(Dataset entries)

::::

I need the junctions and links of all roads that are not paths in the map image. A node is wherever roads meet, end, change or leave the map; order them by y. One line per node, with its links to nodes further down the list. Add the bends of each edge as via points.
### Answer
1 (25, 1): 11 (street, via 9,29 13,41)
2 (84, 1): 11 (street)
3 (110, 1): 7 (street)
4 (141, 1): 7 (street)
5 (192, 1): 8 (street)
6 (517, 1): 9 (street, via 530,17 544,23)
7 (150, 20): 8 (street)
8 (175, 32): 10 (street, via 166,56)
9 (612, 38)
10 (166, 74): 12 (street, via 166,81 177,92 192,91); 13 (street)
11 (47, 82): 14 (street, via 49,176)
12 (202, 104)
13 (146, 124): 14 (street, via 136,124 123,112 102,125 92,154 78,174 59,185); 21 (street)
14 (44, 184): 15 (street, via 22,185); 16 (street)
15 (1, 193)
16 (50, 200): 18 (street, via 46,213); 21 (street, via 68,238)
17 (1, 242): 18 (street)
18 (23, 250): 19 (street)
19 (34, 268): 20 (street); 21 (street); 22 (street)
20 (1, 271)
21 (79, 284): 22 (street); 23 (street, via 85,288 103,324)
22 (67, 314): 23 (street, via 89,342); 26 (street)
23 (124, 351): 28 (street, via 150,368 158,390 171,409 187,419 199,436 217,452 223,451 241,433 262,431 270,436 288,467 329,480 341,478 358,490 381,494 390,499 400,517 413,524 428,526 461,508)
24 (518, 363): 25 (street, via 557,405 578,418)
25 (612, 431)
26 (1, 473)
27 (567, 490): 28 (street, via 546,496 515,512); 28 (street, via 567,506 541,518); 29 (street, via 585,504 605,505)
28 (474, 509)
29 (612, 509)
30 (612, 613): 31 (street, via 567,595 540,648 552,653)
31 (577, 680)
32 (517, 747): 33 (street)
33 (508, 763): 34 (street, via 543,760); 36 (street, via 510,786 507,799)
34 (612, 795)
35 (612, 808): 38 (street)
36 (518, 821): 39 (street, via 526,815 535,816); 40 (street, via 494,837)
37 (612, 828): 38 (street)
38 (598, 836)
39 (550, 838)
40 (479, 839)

::::

▸ What to do: Exactly as shown above, write out all the records.

▸ Solution to this problem:
I need the junctions and links of all roads that are not paths in the map image. A node is wherever roads meet, end, change or leave the map; order them by y. One line per node, with its links to nodes further down the list. Add the bends of each edge as via points.
### Answer
1 (25, 1): 11 (street, via 9,29 13,41)
2 (84, 1): 11 (street)
3 (110, 1): 7 (street)
4 (141, 1): 7 (street)
5 (192, 1): 8 (street)
6 (517, 1): 9 (street, via 530,17 544,23)
7 (150, 20): 8 (street)
8 (175, 32): 10 (street, via 166,56)
9 (612, 38)
10 (166, 74): 12 (street, via 166,81 177,92 192,91); 13 (street)
11 (47, 82): 14 (street, via 49,176)
12 (202, 104)
13 (146, 124): 14 (street, via 136,124 123,112 102,125 92,154 78,174 59,185); 21 (street)
14 (44, 184): 15 (street, via 22,185); 16 (street)
15 (1, 193)
16 (50, 200): 18 (street, via 46,213); 21 (street, via 68,238)
17 (1, 242): 18 (street)
18 (23, 250): 19 (street)
19 (34, 268): 20 (street); 21 (street); 22 (street)
20 (1, 271)
21 (79, 284): 22 (street); 23 (street, via 85,288 103,324)
22 (67, 314): 23 (street, via 89,342); 26 (street)
23 (124, 351): 28 (street, via 150,368 158,390 171,409 187,419 199,436 217,452 223,451 241,433 262,431 270,436 288,467 329,480 341,478 358,490 381,494 390,499 400,517 413,524 428,526 461,508)
24 (518, 363): 25 (street, via 557,405 578,418)
25 (612, 431)
26 (1, 473)
27 (567, 490): 28 (street, via 546,496 515,512); 28 (street, via 567,506 541,518); 29 (street, via 585,504 605,505)
28 (474, 509)
29 (612, 509)
30 (612, 613): 31 (street, via 567,595 540,648 552,653)
31 (577, 680)
32 (517, 747): 33 (street)
33 (508, 763): 34 (street, via 543,760); 36 (street, via 510,786 507,799)
34 (612, 795)
35 (612, 808): 38 (street)
36 (518, 821): 39 (street, via 526,815 535,816); 40 (street, via 494,837)
37 (612, 828): 38 (street)
38 (598, 836)
39 (550, 838)
40 (479, 839)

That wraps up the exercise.